- [GOAL OF THE EXERCISE] Go through the entries below and report how many lines contain the string "adjacency". Nothing but the number is wanted.

- [EXCERPTED DATA]
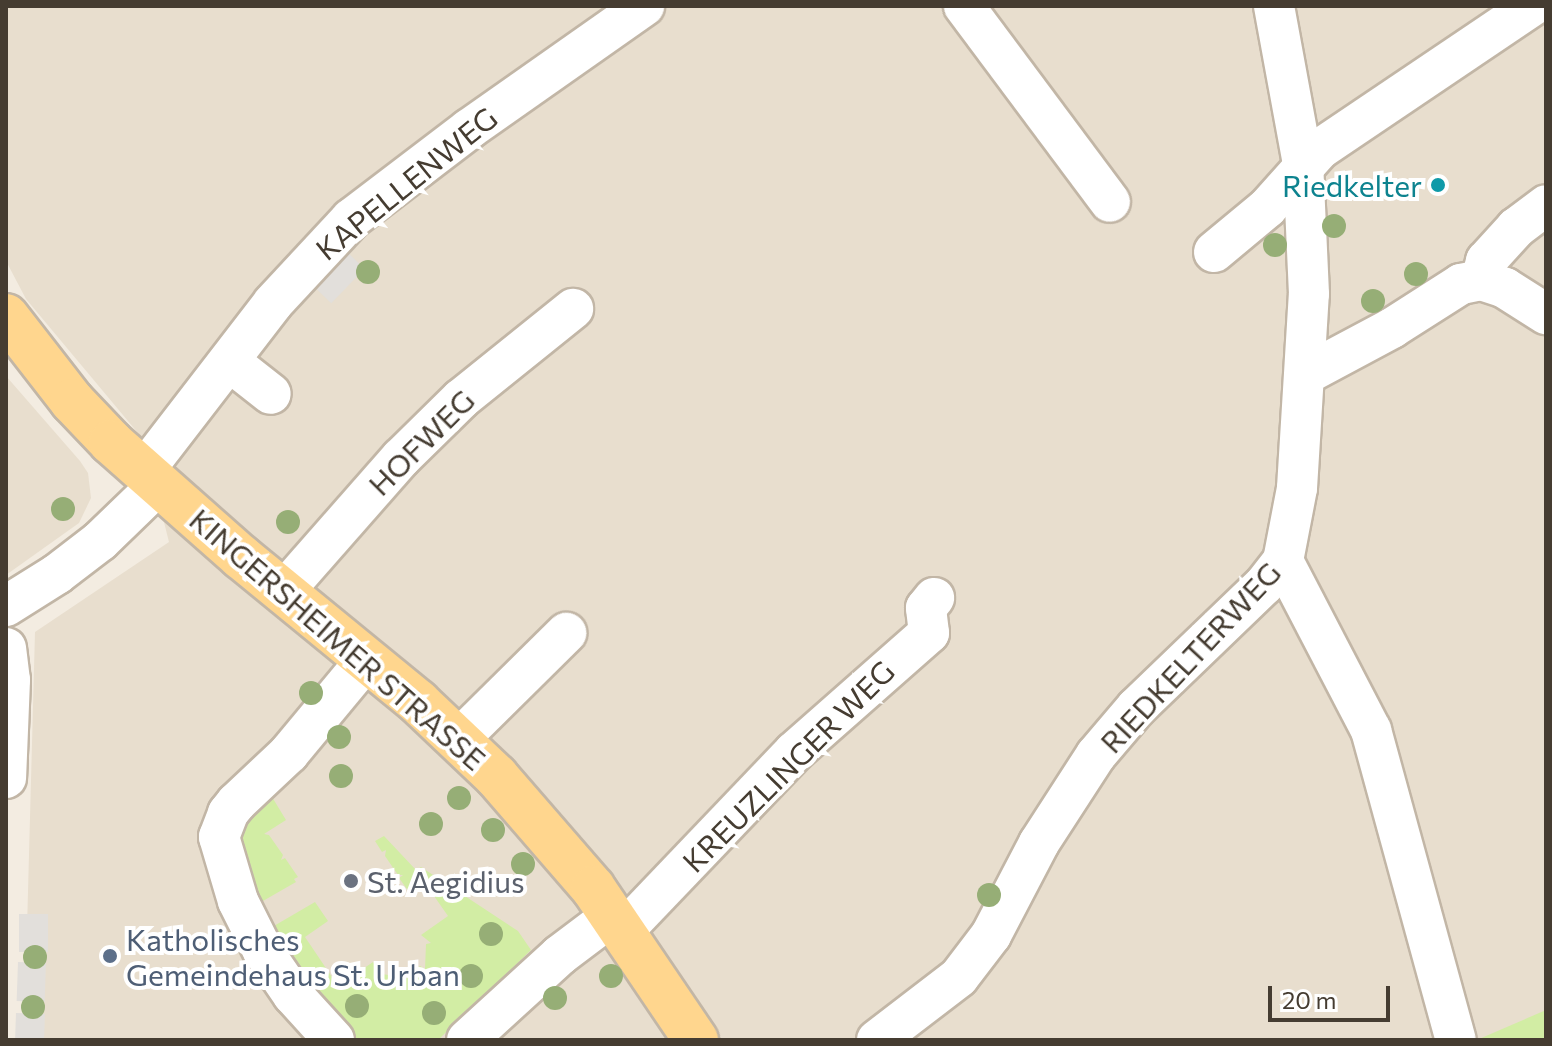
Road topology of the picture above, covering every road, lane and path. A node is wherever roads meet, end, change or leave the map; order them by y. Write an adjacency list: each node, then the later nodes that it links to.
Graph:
...
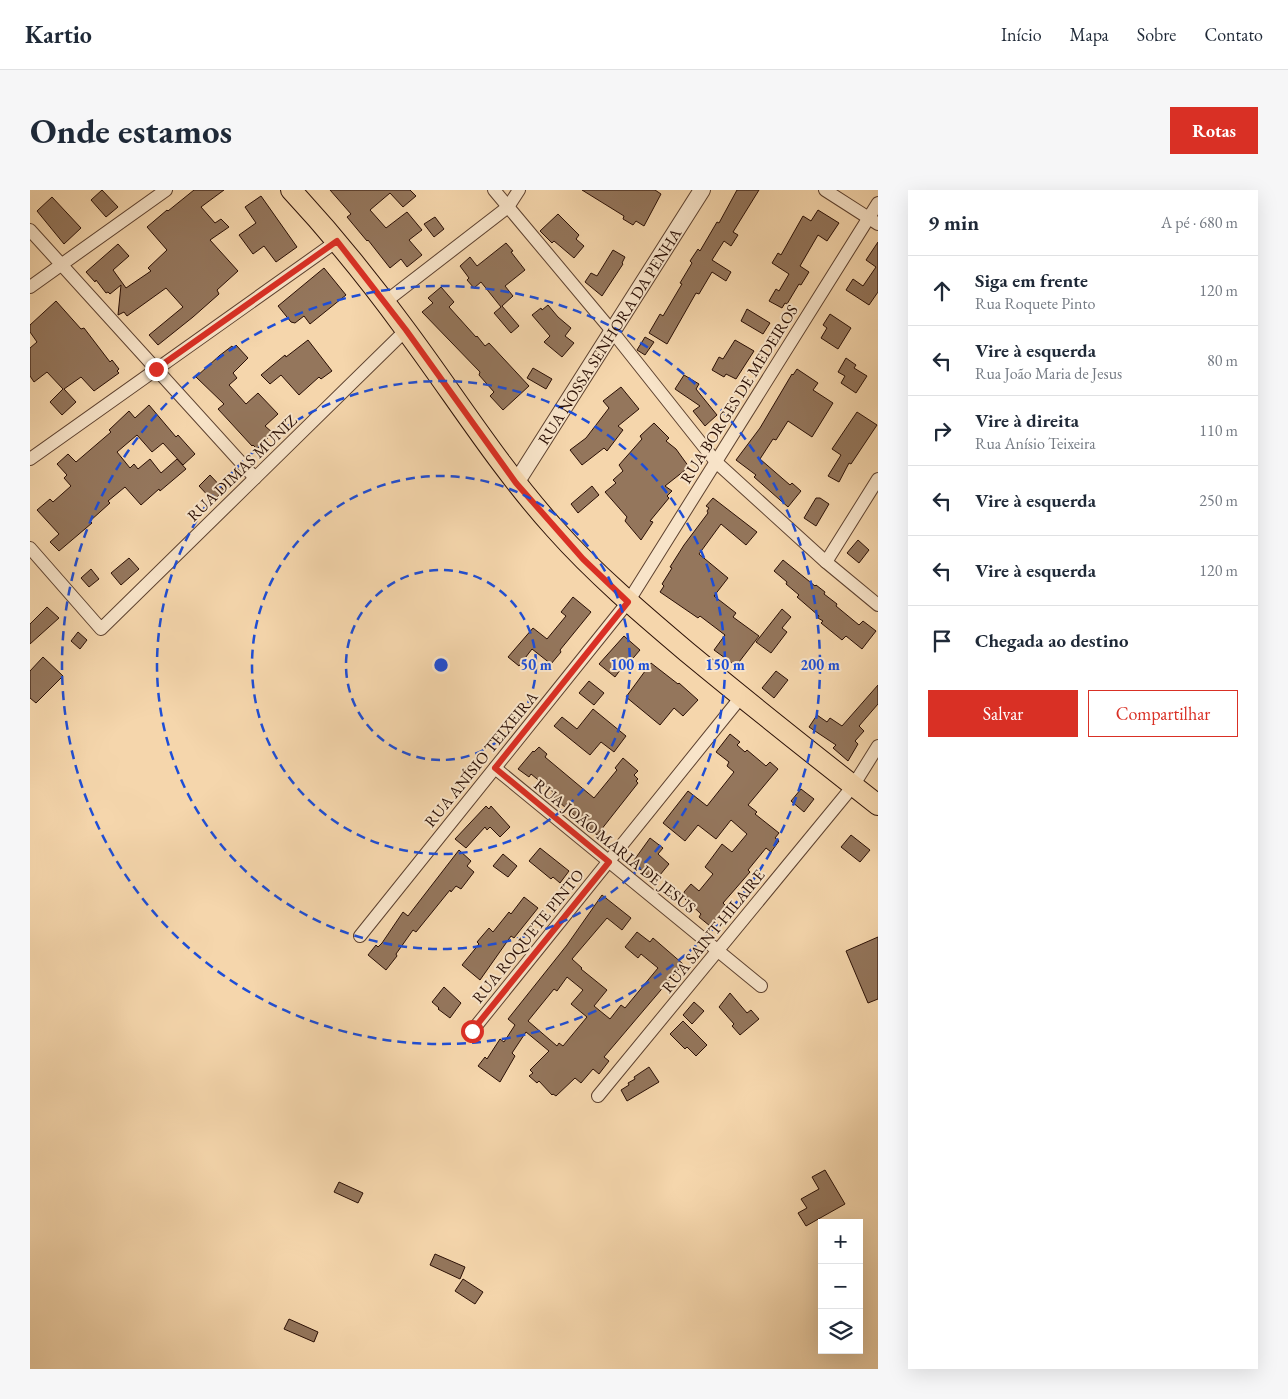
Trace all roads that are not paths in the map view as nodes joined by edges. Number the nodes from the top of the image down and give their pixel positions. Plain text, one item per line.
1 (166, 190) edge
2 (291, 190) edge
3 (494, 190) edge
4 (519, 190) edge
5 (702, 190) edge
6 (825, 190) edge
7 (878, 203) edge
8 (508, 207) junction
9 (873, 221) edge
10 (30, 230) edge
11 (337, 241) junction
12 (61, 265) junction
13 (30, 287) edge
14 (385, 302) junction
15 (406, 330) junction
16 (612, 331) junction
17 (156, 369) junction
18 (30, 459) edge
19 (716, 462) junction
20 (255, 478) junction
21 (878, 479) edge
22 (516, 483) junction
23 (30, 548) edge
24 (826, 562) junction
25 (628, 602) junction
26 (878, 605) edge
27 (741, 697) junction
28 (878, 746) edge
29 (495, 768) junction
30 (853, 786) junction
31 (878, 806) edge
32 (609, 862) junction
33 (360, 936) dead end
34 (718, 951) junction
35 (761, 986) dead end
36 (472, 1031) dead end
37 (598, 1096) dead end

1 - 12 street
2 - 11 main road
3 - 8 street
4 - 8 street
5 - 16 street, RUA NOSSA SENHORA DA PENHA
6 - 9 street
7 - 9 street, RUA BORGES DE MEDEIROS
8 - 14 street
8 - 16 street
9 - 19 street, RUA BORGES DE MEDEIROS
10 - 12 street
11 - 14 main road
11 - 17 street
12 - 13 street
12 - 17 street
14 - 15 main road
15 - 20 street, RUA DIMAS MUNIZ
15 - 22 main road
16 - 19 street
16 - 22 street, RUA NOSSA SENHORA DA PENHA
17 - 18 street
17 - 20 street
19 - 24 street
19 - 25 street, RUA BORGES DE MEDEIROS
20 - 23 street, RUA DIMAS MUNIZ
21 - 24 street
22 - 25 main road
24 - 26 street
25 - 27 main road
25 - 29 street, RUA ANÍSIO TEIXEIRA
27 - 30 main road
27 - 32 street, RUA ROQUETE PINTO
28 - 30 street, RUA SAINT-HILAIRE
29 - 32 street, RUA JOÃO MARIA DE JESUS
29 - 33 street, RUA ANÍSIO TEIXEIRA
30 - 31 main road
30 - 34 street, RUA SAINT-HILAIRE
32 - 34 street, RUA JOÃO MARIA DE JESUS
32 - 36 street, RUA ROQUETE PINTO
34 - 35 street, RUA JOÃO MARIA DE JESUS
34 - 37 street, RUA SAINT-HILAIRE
--
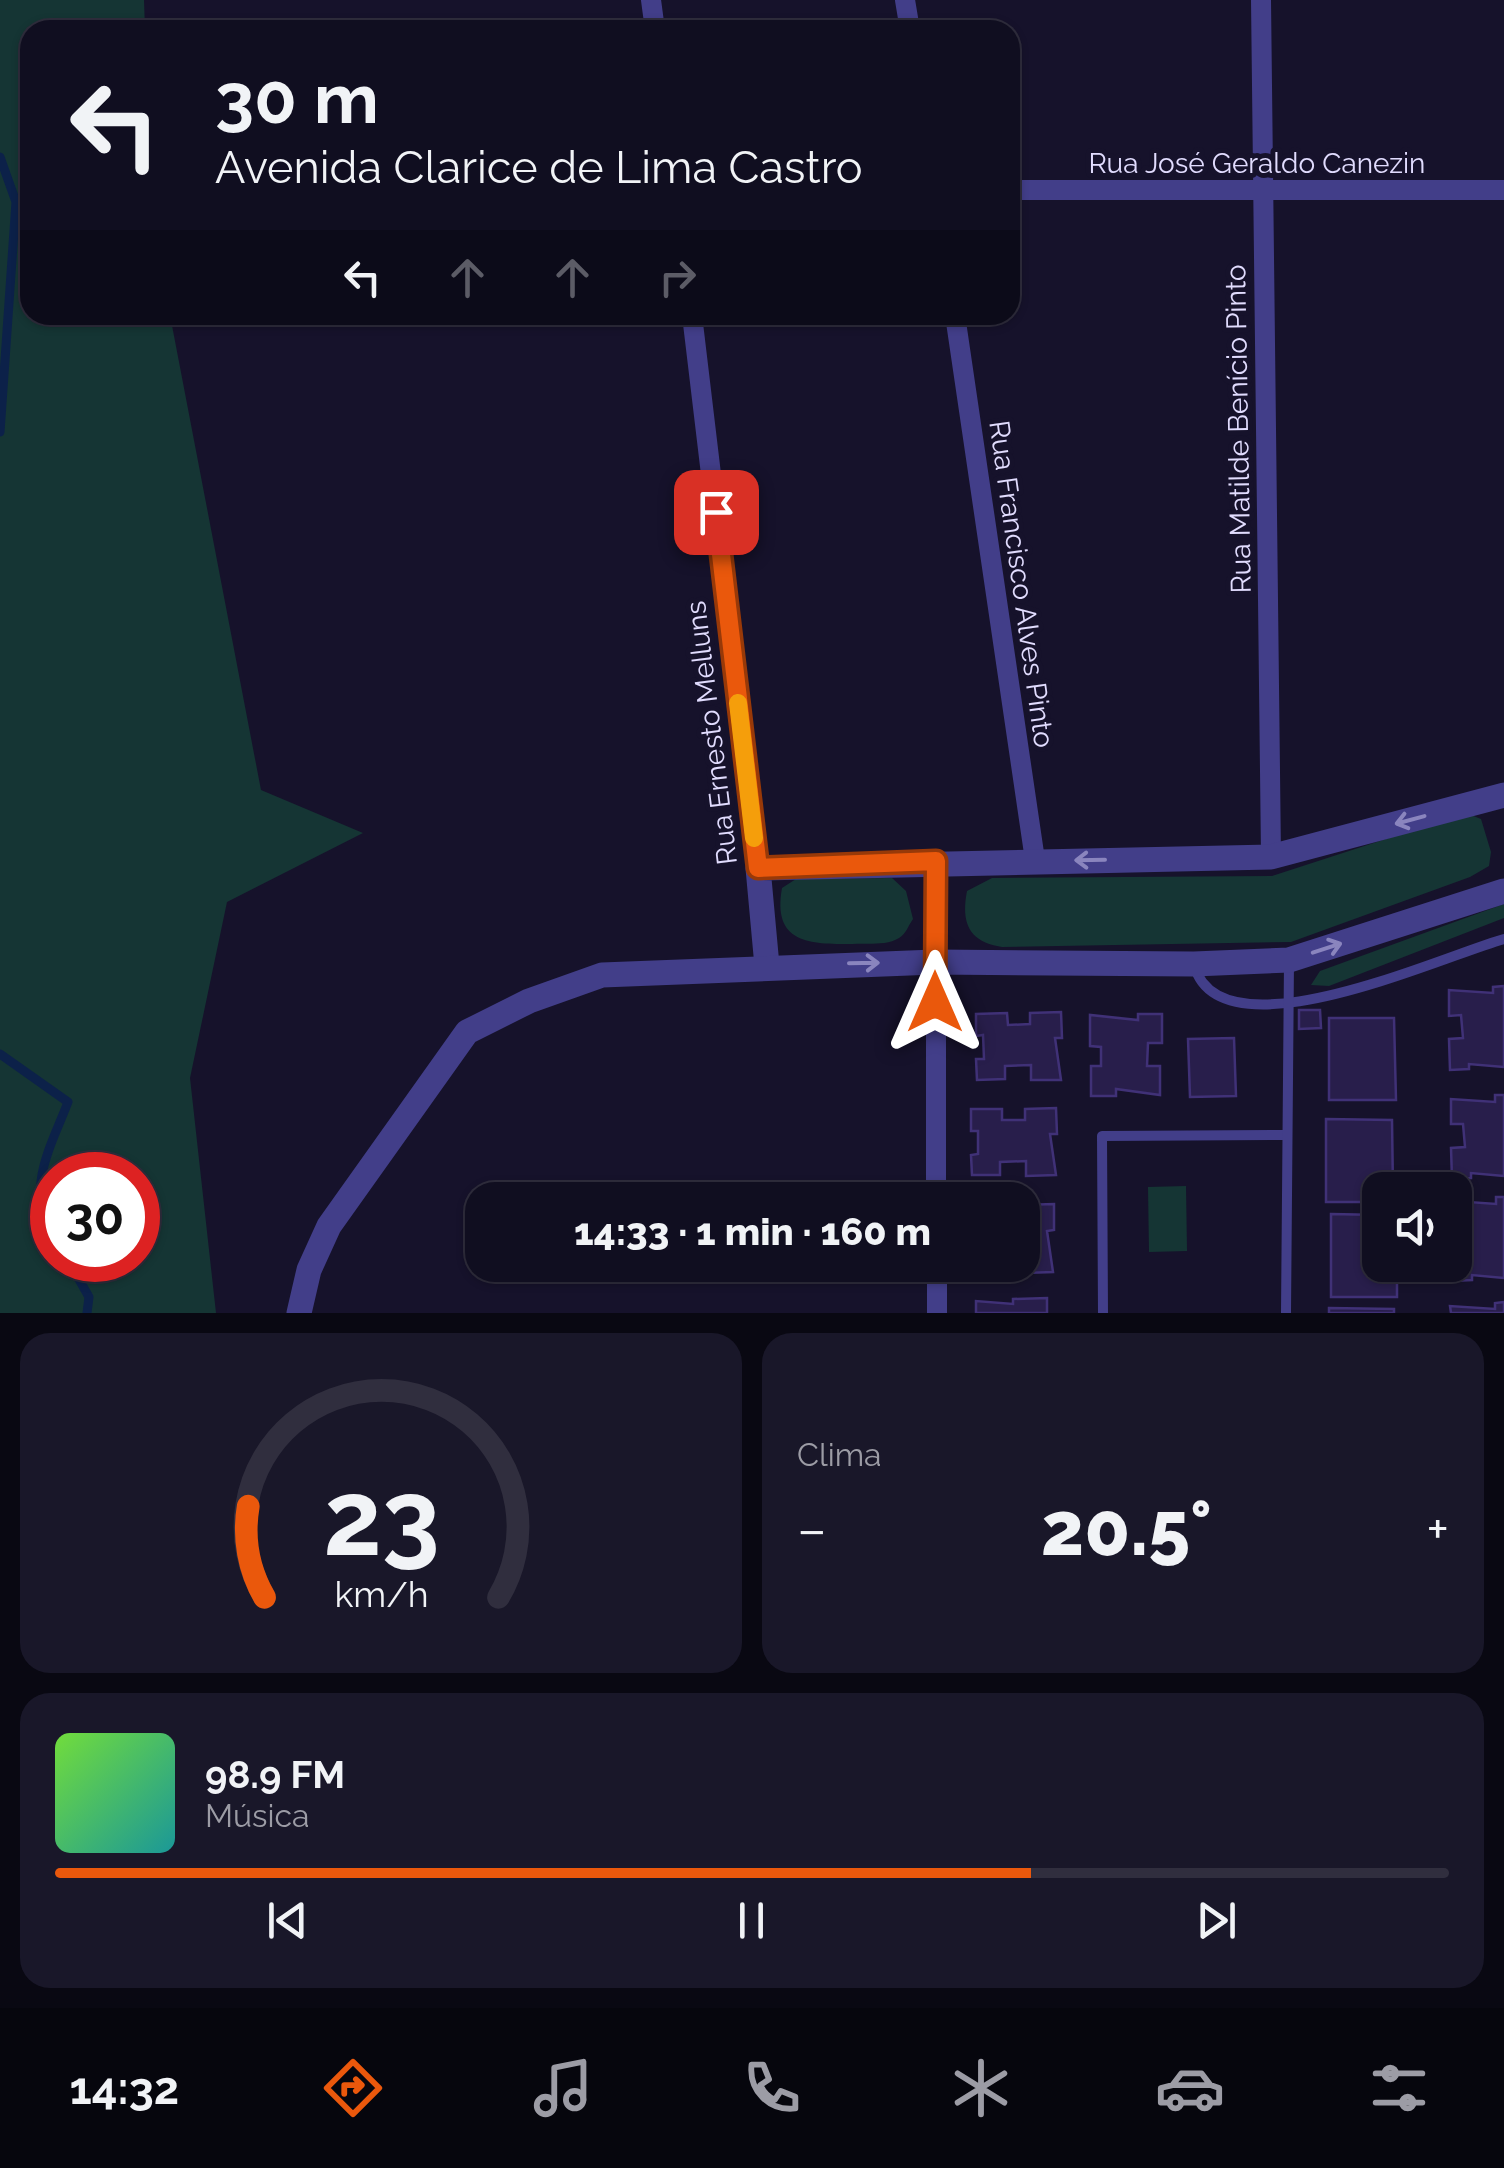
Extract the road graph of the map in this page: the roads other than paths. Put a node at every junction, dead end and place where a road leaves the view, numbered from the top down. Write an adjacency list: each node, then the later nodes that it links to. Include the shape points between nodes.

- [COMPLETED EXERCISE] 2